Ela parou diante de Ouyang Feng, recuperou o fôlego por um instante e, com os olhos brilhantes fixos nele, as mãos escondidas atrás das costas e o peito erguido, assumiu uma postura altiva de cunhada e disse, sorrindo alegremente:
— Irmão Feng, neste último mês ouvi muitos falarem de teus feitos heroicos. Até meu pai me escreveu uma carta te elogiando, dizendo que o rei de Gaochang ficou tão assustado contigo que não conseguia dormir à noite, precisando de vários guardas armados ao redor da cama para conseguir pregar os olhos! Mas todos esses relatos, inclusive a carta do meu pai, são um tanto vagos. Agora que voltaste, deves contar-me em detalhes como foste capaz de massacrar o governo do jovem comandante e atravessar três mil li em batalha.

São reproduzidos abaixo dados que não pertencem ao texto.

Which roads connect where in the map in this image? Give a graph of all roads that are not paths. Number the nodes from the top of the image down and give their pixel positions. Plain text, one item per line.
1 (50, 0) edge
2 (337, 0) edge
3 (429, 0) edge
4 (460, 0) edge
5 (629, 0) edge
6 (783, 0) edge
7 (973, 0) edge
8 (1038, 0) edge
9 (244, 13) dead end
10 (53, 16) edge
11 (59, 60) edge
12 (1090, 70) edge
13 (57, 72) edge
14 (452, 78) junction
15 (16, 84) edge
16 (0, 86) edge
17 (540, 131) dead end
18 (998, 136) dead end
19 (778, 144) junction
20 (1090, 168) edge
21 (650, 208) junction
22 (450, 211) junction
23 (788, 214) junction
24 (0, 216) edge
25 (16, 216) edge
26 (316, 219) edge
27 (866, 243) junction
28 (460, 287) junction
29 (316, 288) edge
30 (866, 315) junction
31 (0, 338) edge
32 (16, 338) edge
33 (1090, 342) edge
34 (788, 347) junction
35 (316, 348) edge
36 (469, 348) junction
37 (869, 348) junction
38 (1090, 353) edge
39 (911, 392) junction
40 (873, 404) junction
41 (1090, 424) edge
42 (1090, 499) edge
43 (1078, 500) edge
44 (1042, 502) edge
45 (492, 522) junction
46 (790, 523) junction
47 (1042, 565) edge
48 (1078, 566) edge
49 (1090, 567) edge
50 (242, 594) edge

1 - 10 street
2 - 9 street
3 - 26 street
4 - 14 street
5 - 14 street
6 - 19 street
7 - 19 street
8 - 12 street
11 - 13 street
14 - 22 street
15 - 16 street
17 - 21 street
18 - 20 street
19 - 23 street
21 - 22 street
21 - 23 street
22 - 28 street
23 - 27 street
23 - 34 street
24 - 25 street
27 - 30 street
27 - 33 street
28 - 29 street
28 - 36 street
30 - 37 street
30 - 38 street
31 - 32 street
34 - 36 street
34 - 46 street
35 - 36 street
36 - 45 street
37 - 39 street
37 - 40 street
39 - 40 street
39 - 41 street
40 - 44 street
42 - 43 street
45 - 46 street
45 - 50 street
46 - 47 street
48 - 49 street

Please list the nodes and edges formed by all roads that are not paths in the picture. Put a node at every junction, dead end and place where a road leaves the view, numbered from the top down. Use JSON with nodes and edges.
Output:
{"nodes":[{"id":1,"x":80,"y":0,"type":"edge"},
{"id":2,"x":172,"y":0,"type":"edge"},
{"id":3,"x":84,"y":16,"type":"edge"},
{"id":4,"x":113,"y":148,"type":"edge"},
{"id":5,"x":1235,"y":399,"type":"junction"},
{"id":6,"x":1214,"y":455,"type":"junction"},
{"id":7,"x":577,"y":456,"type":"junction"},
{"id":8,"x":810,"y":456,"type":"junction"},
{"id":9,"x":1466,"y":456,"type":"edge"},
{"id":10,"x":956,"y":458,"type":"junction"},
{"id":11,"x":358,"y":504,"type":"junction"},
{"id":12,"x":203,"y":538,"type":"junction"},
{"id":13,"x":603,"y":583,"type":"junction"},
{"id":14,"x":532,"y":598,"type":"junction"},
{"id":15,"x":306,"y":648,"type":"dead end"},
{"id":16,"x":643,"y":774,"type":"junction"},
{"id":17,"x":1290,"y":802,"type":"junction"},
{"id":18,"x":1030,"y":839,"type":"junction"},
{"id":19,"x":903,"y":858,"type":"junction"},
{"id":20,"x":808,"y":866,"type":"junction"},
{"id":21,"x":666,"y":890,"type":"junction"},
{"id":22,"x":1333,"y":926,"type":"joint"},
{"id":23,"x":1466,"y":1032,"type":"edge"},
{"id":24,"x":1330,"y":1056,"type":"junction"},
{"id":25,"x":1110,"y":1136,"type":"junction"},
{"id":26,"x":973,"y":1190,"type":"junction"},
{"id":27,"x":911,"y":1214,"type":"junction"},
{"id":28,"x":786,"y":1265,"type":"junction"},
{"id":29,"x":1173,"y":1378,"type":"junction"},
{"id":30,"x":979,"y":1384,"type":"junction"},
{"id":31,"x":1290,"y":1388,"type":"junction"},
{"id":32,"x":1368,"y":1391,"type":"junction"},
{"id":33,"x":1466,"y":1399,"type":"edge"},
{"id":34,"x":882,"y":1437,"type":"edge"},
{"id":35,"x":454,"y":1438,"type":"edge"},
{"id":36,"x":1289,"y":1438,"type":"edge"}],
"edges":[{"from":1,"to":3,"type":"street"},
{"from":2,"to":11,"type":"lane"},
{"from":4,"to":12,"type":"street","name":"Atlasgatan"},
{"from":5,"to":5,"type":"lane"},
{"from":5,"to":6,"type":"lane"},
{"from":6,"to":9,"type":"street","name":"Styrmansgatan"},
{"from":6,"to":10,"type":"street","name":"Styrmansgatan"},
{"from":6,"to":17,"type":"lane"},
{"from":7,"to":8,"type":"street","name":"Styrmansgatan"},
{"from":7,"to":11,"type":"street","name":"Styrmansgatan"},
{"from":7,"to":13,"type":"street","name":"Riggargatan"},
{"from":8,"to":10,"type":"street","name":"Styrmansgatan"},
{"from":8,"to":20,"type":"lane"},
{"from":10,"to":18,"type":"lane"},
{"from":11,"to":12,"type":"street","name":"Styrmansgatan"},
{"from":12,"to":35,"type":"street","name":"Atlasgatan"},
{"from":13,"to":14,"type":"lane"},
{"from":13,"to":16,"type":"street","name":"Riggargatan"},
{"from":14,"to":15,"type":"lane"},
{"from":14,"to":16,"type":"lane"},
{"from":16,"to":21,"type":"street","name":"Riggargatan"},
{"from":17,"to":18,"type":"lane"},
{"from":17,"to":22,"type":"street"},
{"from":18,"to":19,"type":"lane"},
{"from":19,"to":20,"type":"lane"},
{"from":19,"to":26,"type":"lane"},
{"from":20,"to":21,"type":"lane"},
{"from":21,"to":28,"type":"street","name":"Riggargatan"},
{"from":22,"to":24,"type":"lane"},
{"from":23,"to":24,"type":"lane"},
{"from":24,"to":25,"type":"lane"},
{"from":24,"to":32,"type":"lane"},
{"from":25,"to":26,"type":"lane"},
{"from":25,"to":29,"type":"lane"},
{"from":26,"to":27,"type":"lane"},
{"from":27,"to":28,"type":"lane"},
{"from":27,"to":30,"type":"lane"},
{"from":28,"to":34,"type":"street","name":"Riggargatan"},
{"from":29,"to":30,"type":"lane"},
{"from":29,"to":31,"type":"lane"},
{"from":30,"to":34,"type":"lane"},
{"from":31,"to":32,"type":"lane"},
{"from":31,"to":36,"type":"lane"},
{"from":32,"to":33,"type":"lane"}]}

Diante das palavras rápidas e alegres da jovem cunhada, Ouyang Feng ficou um pouco sem palavras. Lançou um olhar ao irmão mais velho, sugerindo que ele controlasse melhor sua esposa.
No entanto, Ouyang Lie não compreendeu a mensagem e respondeu sorrindo:
— Mingyue, não tenhas pressa. O segundo irmão acaba de chegar. Deixa que ele se lave e troque de roupa primeiro. No banquete de boas-vindas, ele nos contará tudo, com calma.
Li Mingyue aplaudiu animadamente e disse, sorridente:
— Está bem, então deixamos para o banquete!
Ouyang Feng, porém, já havia decidido que, durante o banquete, comeria e beberia bastante, falando o mínimo possível.
No entanto.
Quando o banquete finalmente começou, Ouyang Feng percebeu que manter-se calado era um erro.
Ele não gostava de se gabar, mas não pôde evitar ser exaltado por Ma Yue, Dong Yun e outros cavaleiros-lobo, que, empolgados, o descreviam como um verdadeiro deus entre os homens. Li Mingyue, com os olhos cintilando, elogiava sem parar, acompanhando os relatos com goles de vinho, taça após taça, até que seu rosto ficou corado, gargalhava sem sentido e já não mantinha a compostura de uma senhora respeitável.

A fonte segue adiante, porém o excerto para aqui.